PRPG:
Happy Birthday Ronald Reagan

The Films of Ronald Reagan

February 6, 2017

Today’s the birthday of 40th American president and one-time actor Ronald Reagan. While he was usually relegated to “B” movies, Reagan appeared in classics like Knute Rockne: All American. He also starred in a lot of duds—hey, an actor’s gotta eat.
Happy Birthday Ronald Reagan

Louisa (1950)

Reagan plays Hal, a young man who worried and sickened that his Grandma Louisa…is dating. (Grandma was played by the not-that-old-at-64 Spring Byington; her boyfriend was Edmund Gwenn, best known as Santa Claus in Miracle on 34th Street.) Things get even worse for poor Hal when his boss tries to start romancing his grandma, too.

The Winning Team (1952)

The future President Reagan plays Grover Cleveland Alexander, the famed baseball pitcher named after 19th century president Grover Cleveland.

She’s Working Her Way Through College (1952)

A pretty risqué movie for 1952, it’s about an exotic dancer (Virginia Mayo) who quits that line of work to go to college.

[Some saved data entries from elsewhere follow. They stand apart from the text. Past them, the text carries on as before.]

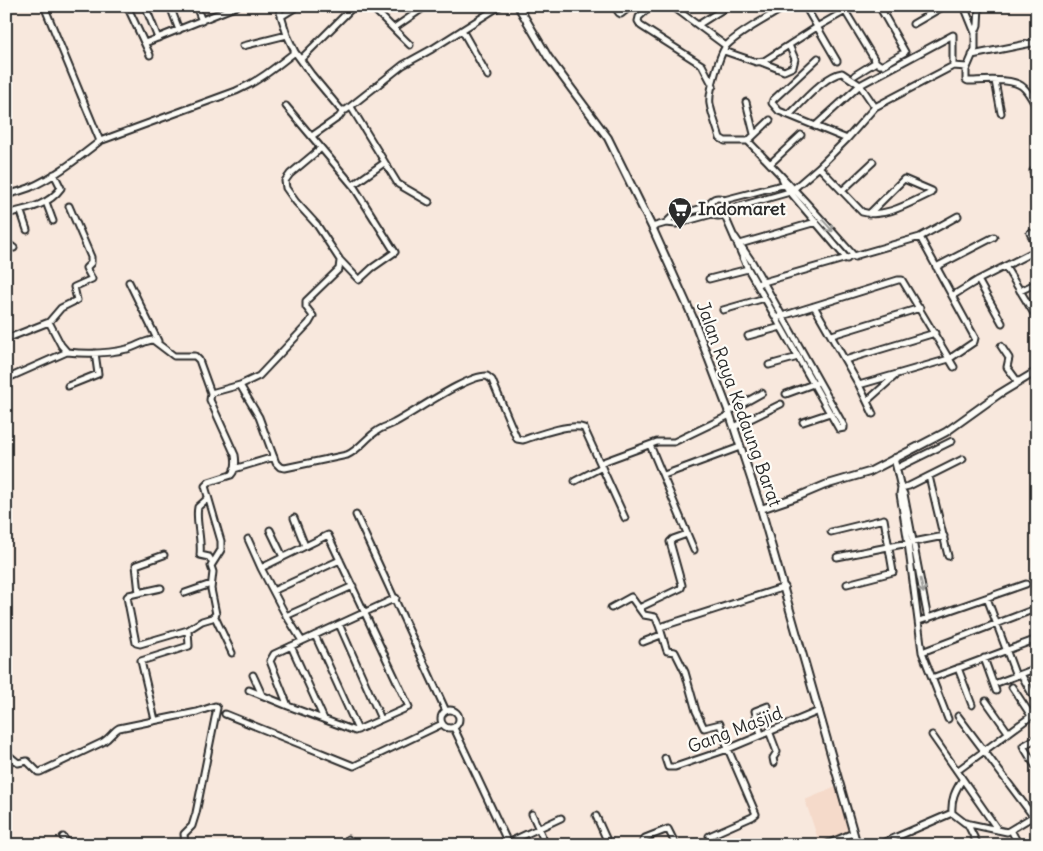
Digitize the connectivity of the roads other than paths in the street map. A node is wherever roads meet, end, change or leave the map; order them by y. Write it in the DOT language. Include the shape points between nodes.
graph roads {
  1 [pos="44,6"];
  2 [pos="128,6"];
  3 [pos="145,6"];
  4 [pos="170,6"];
  5 [pos="196,6"];
  6 [pos="237,6"];
  7 [pos="278,6"];
  8 [pos="298,6"];
  9 [pos="354,6"];
  10 [pos="371,6"];
  11 [pos="426,6"];
  12 [pos="500,6"];
  13 [pos="518,6"];
  14 [pos="614,6"];
  15 [pos="632,6"];
  16 [pos="651,6"];
  17 [pos="728,6"];
  18 [pos="786,6"];
  19 [pos="805,6"];
  20 [pos="854,6"];
  21 [pos="879,6"];
  22 [pos="944,6"];
  23 [pos="964,6"];
  24 [pos="980,6"];
  25 [pos="674,7"];
  26 [pos="844,9"];
  27 [pos="282,16"];
  28 [pos="202,21"];
  29 [pos="913,24"];
  30 [pos="698,25"];
  31 [pos="817,27"];
  32 [pos="394,28"];
  33 [pos="179,30"];
  34 [pos="462,30"];
  35 [pos="975,33"];
  36 [pos="287,35"];
  37 [pos="158,38"];
  38 [pos="1037,42"];
  39 [pos="145,43"];
  40 [pos="790,44"];
  41 [pos="410,45"];
  42 [pos="243,46"];
  43 [pos="725,48"];
  44 [pos="295,52"];
  45 [pos="150,55"];
  46 [pos="972,55"];
  47 [pos="818,58"];
  48 [pos="301,59"];
  49 [pos="837,61"];
  50 [pos="761,62"];
  51 [pos="876,62"];
  52 [pos="953,66"];
  53 [pos="967,67"];
  54 [pos="855,75"];
  55 [pos="488,76"];
  56 [pos="996,81"];
  57 [pos="860,85"];
  58 [pos="712,92"];
  59 [pos="746,102"];
  60 [pos="286,106"];
  61 [pos="351,106"];
  62 [pos="875,107"];
  63 [pos="1037,108"];
  64 [pos="344,110"];
  65 [pos="1001,114"];
  66 [pos="789,115"];
  67 [pos="770,120"];
  68 [pos="815,126"];
  69 [pos="754,134"];
  70 [pos="802,135"];
  71 [pos="312,136"];
  72 [pos="847,139"];
  73 [pos="100,140"];
  74 [pos="748,141"];
  75 [pos="320,149"];
  76 [pos="873,162"];
  77 [pos="384,163"];
  78 [pos="770,164"];
  79 [pos="819,167"];
  80 [pos="54,174"];
  81 [pos="787,184"];
  82 [pos="353,186"];
  83 [pos="773,188"];
  84 [pos="793,190"];
  85 [pos="842,191"];
  86 [pos="6,195"];
  87 [pos="777,196"];
  88 [pos="724,200"];
  89 [pos="46,202"];
  90 [pos="429,202"];
  91 [pos="69,206"];
  92 [pos="709,206"];
  93 [pos="21,212"];
  94 [pos="725,212"];
  95 [pos="6,214"];
  96 [pos="712,214"];
  97 [pos="869,214"];
  98 [pos="958,216"];
  99 [pos="53,221"];
  100 [pos="816,222"];
  101 [pos="666,223"];
  102 [pos="652,227"];
  103 [pos="27,230"];
  104 [pos="1030,233"];
  105 [pos="920,237"];
  106 [pos="994,237"];
  107 [pos="6,242"];
  108 [pos="739,245"];
  109 [pos="14,248"];
  110 [pos="1037,248"];
  111 [pos="855,257"];
  112 [pos="847,259"];
  113 [pos="340,260"];
  114 [pos="1005,266"];
  115 [pos="936,268"];
  116 [pos="748,269"];
  117 [pos="709,279"];
  118 [pos="978,280"];
  119 [pos="129,282"];
  120 [pos="761,283"];
  121 [pos="1037,283"];
  122 [pos="1020,291"];
  123 [pos="952,296"];
  124 [pos="765,298"];
  125 [pos="814,306"];
  126 [pos="920,308"];
  127 [pos="723,310"];
  128 [pos="1037,314"];
  129 [pos="779,317"];
  130 [pos="49,322"];
  131 [pos="1002,323"];
  132 [pos="781,327"];
  133 [pos="934,333"];
  134 [pos="832,335"];
  135 [pos="748,336"];
  136 [pos="6,339"];
  137 [pos="159,344"];
  138 [pos="1001,346"];
  139 [pos="67,352"];
  140 [pos="95,353"];
  141 [pos="798,357"];
  142 [pos="949,359"];
  143 [pos="845,360"];
  144 [pos="769,365"];
  145 [pos="954,367"];
  146 [pos="1037,371"];
  147 [pos="897,374"];
  148 [pos="6,379"];
  149 [pos="1018,382"];
  150 [pos="816,383"];
  151 [pos="859,384"];
  152 [pos="240,385"];
  153 [pos="68,386"];
  154 [pos="212,393"];
  155 [pos="762,393"];
  156 [pos="786,394"];
  157 [pos="867,401"];
  158 [pos="781,404"];
  159 [pos="729,413"];
  160 [pos="830,413"];
  161 [pos="874,414"];
  162 [pos="803,422"];
  163 [pos="734,427"];
  164 [pos="952,441"];
  165 [pos="650,444"];
  166 [pos="740,447"];
  167 [pos="274,457"];
  168 [pos="894,458"];
  169 [pos="963,459"];
  170 [pos="601,465"];
  171 [pos="897,468"];
  172 [pos="234,469"];
  173 [pos="664,475"];
  174 [pos="929,476"];
  175 [pos="575,481"];
  176 [pos="901,488"];
  177 [pos="208,498"];
  178 [pos="762,509"];
  179 [pos="356,515"];
  180 [pos="294,518"];
  181 [pos="625,518"];
  182 [pos="270,530"];
  183 [pos="831,532"];
  184 [pos="687,534"];
  185 [pos="944,536"];
  186 [pos="248,539"];
  187 [pos="911,543"];
  188 [pos="305,546"];
  189 [pos="890,547"];
  190 [pos="694,550"];
  191 [pos="164,555"];
  192 [pos="948,556"];
  193 [pos="284,557"];
  194 [pos="837,557"];
  195 [pos="340,560"];
  196 [pos="212,562"];
  197 [pos="261,568"];
  198 [pos="211,584"];
  199 [pos="847,584"];
  200 [pos="1026,584"];
  201 [pos="353,586"];
  202 [pos="785,587"];
  203 [pos="161,588"];
  204 [pos="273,591"];
  205 [pos="139,593"];
  206 [pos="185,593"];
  207 [pos="396,598"];
  208 [pos="988,598"];
  209 [pos="611,608"];
  210 [pos="639,608"];
  211 [pos="1035,609"];
  212 [pos="365,612"];
  213 [pos="215,616"];
  214 [pos="286,616"];
  215 [pos="928,619"];
  216 [pos="918,621"];
  217 [pos="338,624"];
  218 [pos="997,624"];
  219 [pos="660,627"];
  220 [pos="188,630"];
  221 [pos="315,635"];
  222 [pos="661,635"];
  223 [pos="1037,639"];
  224 [pos="302,641"];
  225 [pos="643,642"];
  226 [pos="291,646"];
  227 [pos="1006,650"];
  228 [pos="922,652"];
  229 [pos="232,653"];
  230 [pos="984,658"];
  231 [pos="958,668"];
  232 [pos="1037,668"];
  233 [pos="1019,675"];
  234 [pos="253,676"];
  235 [pos="932,678"];
  236 [pos="994,684"];
  237 [pos="1012,687"];
  238 [pos="249,690"];
  239 [pos="996,692"];
  240 [pos="262,695"];
  241 [pos="986,701"];
  242 [pos="1037,703"];
  243 [pos="972,704"];
  244 [pos="288,706"];
  245 [pos="768,706"];
  246 [pos="446,711"];
  247 [pos="819,711"];
  248 [pos="225,714"];
  249 [pos="958,716"];
  250 [pos="381,719"];
  251 [pos="948,719"];
  252 [pos="155,720"];
  253 [pos="324,720"];
  254 [pos="442,724"];
  255 [pos="454,728"];
  256 [pos="358,730"];
  257 [pos="769,731"];
  258 [pos="1008,732"];
  259 [pos="761,735"];
  260 [pos="932,735"];
  261 [pos="1037,738"];
  262 [pos="728,749"];
  263 [pos="984,750"];
  264 [pos="6,753"];
  265 [pos="665,758"];
  266 [pos="774,763"];
  267 [pos="1037,769"];
  268 [pos="956,771"];
  269 [pos="962,780"];
  270 [pos="952,813"];
  271 [pos="532,814"];
  272 [pos="1035,815"];
  273 [pos="596,816"];
  274 [pos="561,818"];
  275 [pos="967,823"];
  276 [pos="539,828"];
  277 [pos="998,830"];
  278 [pos="1011,830"];
  279 [pos="853,833"];
  280 [pos="63,836"];
  281 [pos="507,844"];
  282 [pos="854,844"];
  283 [pos="69,845"];
  284 [pos="185,845"];
  285 [pos="546,845"];
  286 [pos="609,845"];
  287 [pos="644,845"];
  288 [pos="676,845"];
  289 [pos="713,845"];
  290 [pos="825,845"];
  291 [pos="878,845"];
  292 [pos="978,845"];
  293 [pos="1019,845"];
  1 -- 73 [label="street"];
  2 -- 39 [label="street"];
  3 -- 37 [label="street"];
  4 -- 33 [label="street"];
  5 -- 28 [label="street"];
  6 -- 28 [label="street"];
  7 -- 27 [label="street"];
  8 -- 27 [label="street"];
  9 -- 48 [label="street"];
  10 -- 32 [label="street"];
  11 -- 32 [label="street"];
  12 -- 34 [label="street"];
  13 -- 102 [label="street, Jalan Raya Kedaung Barat" via="548,56 608,138"];
  14 -- 15 [label="street" via="621,14"];
  16 -- 58 [label="street" via="639,18 641,26 702,65"];
  17 -- 30 [label="street"];
  18 -- 43 [label="street"];
  19 -- 31 [label="street"];
  20 -- 26 [label="street"];
  21 -- 51 [label="street" via="905,52 883,65"];
  22 -- 29 [label="street"];
  23 -- 35 [label="street"];
  24 -- 35 [label="street"];
  25 -- 30 [label="street"];
  26 -- 31 [label="street"];
  26 -- 51 [label="street"];
  27 -- 36 [label="street"];
  28 -- 33 [label="street"];
  30 -- 43 [label="street"];
  31 -- 40 [label="street"];
  31 -- 49 [label="street"];
  32 -- 41 [label="street"];
  33 -- 37 [label="street"];
  34 -- 55 [label="street"];
  34 -- 61 [label="street" via="403,65"];
  35 -- 46 [label="street"];
  36 -- 42 [label="street"];
  36 -- 44 [label="street"];
  37 -- 39 [label="street"];
  38 -- 46 [label="street"];
  39 -- 45 [label="street"];
  40 -- 50 [label="street"];
  40 -- 50 [label="street" via="796,58 793,67 784,71"];
  43 -- 50 [label="street"];
  43 -- 58 [label="street"];
  44 -- 48 [label="street"];
  44 -- 73 [label="street" via="255,83 236,92"];
  46 -- 53 [label="street"];
  47 -- 66 [label="street" via="773,100 778,111"];
  48 -- 64 [label="street"];
  51 -- 54 [label="street"];
  52 -- 53 [label="street"];
  52 -- 57 [label="street" via="953,35"];
  52 -- 62 [label="street"];
  53 -- 56 [label="street" via="968,81"];
  56 -- 63 [label="street" via="1019,83"];
  56 -- 65 [label="street"];
  57 -- 62 [label="street"];
  57 -- 66 [label="street" via="837,73"];
  57 -- 68 [label="street"];
  58 -- 74 [label="street" via="710,103 720,138"];
  59 -- 69 [label="street"];
  60 -- 71 [label="street"];
  61 -- 64 [label="street"];
  61 -- 77 [label="street"];
  62 -- 72 [label="street"];
  64 -- 71 [label="street"];
  66 -- 68 [label="street"];
  67 -- 69 [label="street"];
  68 -- 72 [label="street"];
  69 -- 74 [label="street"];
  70 -- 78 [label="street"];
  71 -- 75 [label="street"];
  72 -- 79 [label="street"];
  73 -- 80 [label="street"];
  74 -- 78 [label="street"];
  75 -- 82 [label="street"];
  75 -- 113 [label="street" via="290,174 285,181 286,188 317,225"];
  76 -- 85 [label="street"];
  77 -- 82 [label="street"];
  77 -- 90 [label="street" via="398,184"];
  78 -- 81 [label="street"];
  79 -- 84 [label="street"];
  79 -- 85 [label="street"];
  80 -- 86 [label="street" via="27,189"];
  80 -- 89 [label="street" via="61,188"];
  81 -- 83 [label="street"];
  81 -- 84 [label="street"];
  82 -- 113 [label="street" via="395,252 359,280"];
  83 -- 87 [label="street"];
  83 -- 88 [label="street"];
  84 -- 87 [label="street"];
  84 -- 100 [label="street"];
  84 -- 111 [label="street, one-way"];
  85 -- 97 [label="street" via="862,212"];
  87 -- 94 [label="street"];
  88 -- 92 [label="street" via="715,198"];
  88 -- 94 [label="street"];
  89 -- 93 [label="street"];
  89 -- 99 [label="street"];
  91 -- 130 [label="street" via="91,258 86,268 92,280 74,287 77,300 61,308"];
  92 -- 96 [label="street"];
  92 -- 101 [label="street" via="672,217"];
  93 -- 95 [label="street"];
  93 -- 103 [label="street"];
  94 -- 96 [label="street" via="718,216"];
  94 -- 108 [label="street"];
  96 -- 101 [label="street" via="676,224"];
  97 -- 97 [label="street" via="904,179 932,191 893,210"];
  98 -- 105 [label="street"];
  100 -- 108 [label="street"];
  100 -- 112 [label="street"];
  101 -- 102 [label="street"];
  102 -- 159 [label="street, Jalan Raya Kedaung Barat" via="693,318"];
  104 -- 110 [label="street"];
  105 -- 111 [label="street"];
  105 -- 115 [label="street"];
  106 -- 115 [label="street"];
  107 -- 109 [label="street"];
  108 -- 116 [label="street"];
  108 -- 120 [label="street"];
  110 -- 114 [label="street"];
  111 -- 112 [label="street"];
  112 -- 120 [label="street"];
  113 -- 152 [label="street" via="340,269 306,302 313,316 309,323 258,376"];
  114 -- 118 [label="street"];
  114 -- 122 [label="street"];
  115 -- 123 [label="street"];
  116 -- 117 [label="street"];
  116 -- 120 [label="street"];
  118 -- 123 [label="street"];
  118 -- 131 [label="street"];
  119 -- 137 [label="street"];
  120 -- 124 [label="street"];
  120 -- 129 [label="street"];
  121 -- 122 [label="street"];
  122 -- 128 [label="street"];
  123 -- 142 [label="street" via="975,340"];
  124 -- 127 [label="street"];
  124 -- 129 [label="street"];
  125 -- 126 [label="street" via="902,280"];
  125 -- 129 [label="street"];
  125 -- 134 [label="street"];
  126 -- 133 [label="street"];
  126 -- 134 [label="street"];
  129 -- 132 [label="street"];
  129 -- 150 [label="street"];
  130 -- 136 [label="street"];
  130 -- 139 [label="street"];
  132 -- 135 [label="street"];
  132 -- 141 [label="street"];
  133 -- 142 [label="street"];
  133 -- 143 [label="street"];
  134 -- 143 [label="street"];
  137 -- 140 [label="street" via="150,340 129,349"];
  137 -- 154 [label="street" via="174,356 195,356"];
  138 -- 149 [label="street" via="1008,358 1007,367"];
  139 -- 140 [label="street"];
  139 -- 148 [label="street"];
  140 -- 153 [label="street" via="98,374"];
  141 -- 144 [label="street"];
  141 -- 150 [label="street"];
  142 -- 145 [label="street"];
  142 -- 147 [label="street"];
  143 -- 151 [label="street"];
  146 -- 149 [label="street"];
  147 -- 151 [label="street"];
  147 -- 157 [label="street"];
  149 -- 168 [label="street" via="946,432"];
  150 -- 156 [label="street"];
  150 -- 160 [label="street"];
  150 -- 160 [label="street" via="844,428 839,430"];
  151 -- 157 [label="street"];
  152 -- 154 [label="street"];
  152 -- 167 [label="street" via="259,416"];
  154 -- 172 [label="street" via="210,400 235,455"];
  155 -- 159 [label="street"];
  157 -- 161 [label="street"];
  158 -- 163 [label="street"];
  159 -- 163 [label="street, Jalan Raya Kedaung Barat"];
  159 -- 165 [label="street" via="674,442"];
  160 -- 162 [label="street"];
  163 -- 166 [label="street, Jalan Raya Kedaung Barat"];
  164 -- 171 [label="street"];
  165 -- 170 [label="street"];
  165 -- 173 [label="street"];
  166 -- 173 [label="street"];
  166 -- 178 [label="street, Jalan Raya Kedaung Barat"];
  167 -- 170 [label="street" via="277,465 285,468 347,455 376,431 480,376 487,376 492,380 517,439 567,428 583,428"];
  167 -- 172 [label="street"];
  168 -- 171 [label="street"];
  168 -- 178 [label="street" via="869,472"];
  169 -- 174 [label="street"];
  170 -- 175 [label="street"];
  170 -- 181 [label="street"];
  171 -- 176 [label="street"];
  172 -- 177 [label="street" via="231,475 207,483"];
  173 -- 184 [label="street"];
  174 -- 176 [label="street"];
  174 -- 185 [label="street"];
  176 -- 187 [label="street"];
  177 -- 196 [label="street" via="222,547"];
  177 -- 196 [label="street" via="198,507 197,515 202,545 200,555 209,557"];
  178 -- 202 [label="street, Jalan Raya Kedaung Barat"];
  179 -- 207 [label="street"];
  180 -- 188 [label="street"];
  182 -- 193 [label="street"];
  183 -- 189 [label="street" via="884,520"];
  184 -- 190 [label="street"];
  184 -- 210 [label="street" via="670,542 682,588"];
  185 -- 187 [label="street"];
  185 -- 192 [label="street"];
  186 -- 197 [label="street"];
  187 -- 189 [label="street"];
  187 -- 215 [label="street, one-way"];
  187 -- 216 [label="street"];
  188 -- 193 [label="street"];
  188 -- 195 [label="street" via="328,534"];
  189 -- 194 [label="street"];
  189 -- 199 [label="street" via="893,572"];
  191 -- 205 [label="street" via="136,565"];
  193 -- 197 [label="street"];
  195 -- 201 [label="street"];
  195 -- 204 [label="street"];
  196 -- 198 [label="street"];
  197 -- 204 [label="street"];
  198 -- 206 [label="street"];
  198 -- 213 [label="street"];
  200 -- 208 [label="street"];
  201 -- 212 [label="street"];
  201 -- 214 [label="street"];
  202 -- 219 [label="street"];
  202 -- 247 [label="street, Jalan Raya Kedaung Barat"];
  203 -- 205 [label="street"];
  204 -- 214 [label="street"];
  205 -- 220 [label="street" via="127,598 136,642 140,644"];
  207 -- 212 [label="street"];
  207 -- 246 [label="street"];
  208 -- 215 [label="street"];
  208 -- 218 [label="street"];
  209 -- 210 [label="street" via="631,597"];
  210 -- 219 [label="street" via="644,615 655,617"];
  211 -- 218 [label="street"];
  212 -- 217 [label="street"];
  212 -- 250 [label="street" via="409,707"];
  213 -- 220 [label="street"];
  213 -- 229 [label="street"];
  214 -- 224 [label="street"];
  215 -- 216 [label="street"];
  216 -- 228 [label="street"];
  217 -- 221 [label="street"];
  217 -- 250 [label="street"];
  218 -- 227 [label="street"];
  218 -- 228 [label="street"];
  219 -- 222 [label="street"];
  220 -- 252 [label="street" via="189,646 141,661"];
  221 -- 224 [label="street"];
  221 -- 256 [label="street"];
  222 -- 225 [label="street"];
  222 -- 262 [label="street" via="667,651 674,652 685,672 704,728 720,724"];
  223 -- 227 [label="street"];
  224 -- 226 [label="street"];
  226 -- 244 [label="street" via="274,654 270,661"];
  226 -- 253 [label="street"];
  227 -- 230 [label="street"];
  227 -- 233 [label="street"];
  228 -- 235 [label="street"];
  230 -- 231 [label="street"];
  230 -- 236 [label="street"];
  231 -- 235 [label="street"];
  231 -- 243 [label="street"];
  232 -- 233 [label="street"];
  233 -- 236 [label="street"];
  233 -- 242 [label="street"];
  234 -- 240 [label="street"];
  235 -- 251 [label="street"];
  236 -- 239 [label="street"];
  237 -- 258 [label="street" via="1030,716"];
  238 -- 240 [label="street"];
  240 -- 244 [label="street"];
  241 -- 258 [label="street"];
  244 -- 253 [label="street"];
  245 -- 259 [label="street" via="755,711"];
  246 -- 254 [label="street" via="441,717"];
  246 -- 255 [label="street" via="454,711 459,717"];
  247 -- 257 [label="street, Gang Masjid"];
  247 -- 279 [label="street, Jalan Raya Kedaung Barat"];
  248 -- 254 [label="street" via="354,766"];
  249 -- 263 [label="street"];
  250 -- 256 [label="street"];
  252 -- 264 [label="street" via="115,730 111,738 40,772 27,761 18,763"];
  252 -- 284 [label="street" via="213,706 216,708 196,813 192,826 185,833"];
  253 -- 256 [label="street"];
  254 -- 255 [label="street" via="449,729"];
  255 -- 281 [label="street"];
  257 -- 259 [label="street, Gang Masjid"];
  257 -- 266 [label="street" via="777,752"];
  258 -- 263 [label="street"];
  259 -- 262 [label="street, Gang Masjid"];
  260 -- 268 [label="street"];
  261 -- 267 [label="street" via="1023,746"];
  262 -- 265 [label="street, Gang Masjid" via="670,768"];
  262 -- 289 [label="street" via="756,814 709,836"];
  263 -- 268 [label="street"];
  263 -- 272 [label="street"];
  268 -- 269 [label="street"];
  269 -- 270 [label="street" via="953,795"];
  269 -- 277 [label="street"];
  270 -- 275 [label="street"];
  270 -- 291 [label="street"];
  271 -- 276 [label="street"];
  272 -- 278 [label="street"];
  273 -- 286 [label="street"];
  274 -- 276 [label="street"];
  275 -- 277 [label="street"];
  275 -- 292 [label="street"];
  276 -- 281 [label="street"];
  276 -- 285 [label="street"];
  277 -- 278 [label="street"];
  278 -- 293 [label="street"];
  279 -- 282 [label="street, Jalan Raya Kedaung Barat"];
  279 -- 290 [label="street"];
  280 -- 283 [label="street"];
  287 -- 288 [label="street" via="645,838 668,829"];
}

Reagan plays a stuffy English professor who ultimately loosens up to defend the stripper when the college’s board of trustees want to kick her out of school.

Hellcats of the Navy (1957)

Reagan plays a brave naval submarine commander who has to both find a dangerous mine in the waters off of Japan and navigate a love triangle with a diver and a nurse lieutenant. The film was most notable because co-starring as the nurse was Nancy Davis, whom Reagan would marry shortly thereafter.

The Young Doctors (1961)

One of the last movies he made before he went into politics (and became governor of California) was this soapy, zany hospital set and Fredric March playing rival doctors, a nurse who develops a tumor in her knee, a life-saving blood transfusion for a baby, and a small appearance by Dick Clark as an intern.

Bedtime for Bonzo (1951)

It’s the most mentioned movie of Reagan’s film years, likely because it was a wacky comedy in which the future president of the United States co-starred with a chimpanzee. The actual plot of the movie: A psychology professor (Reagan) and a friend (Diana Lynn) attempt to be “parents” of a chimp, in an effort to prove if “nature” or “nurture” is the dominant force in child development. Reagan himself claimed to have not actually seen the movie—the top box office hit of 1951—until 1984.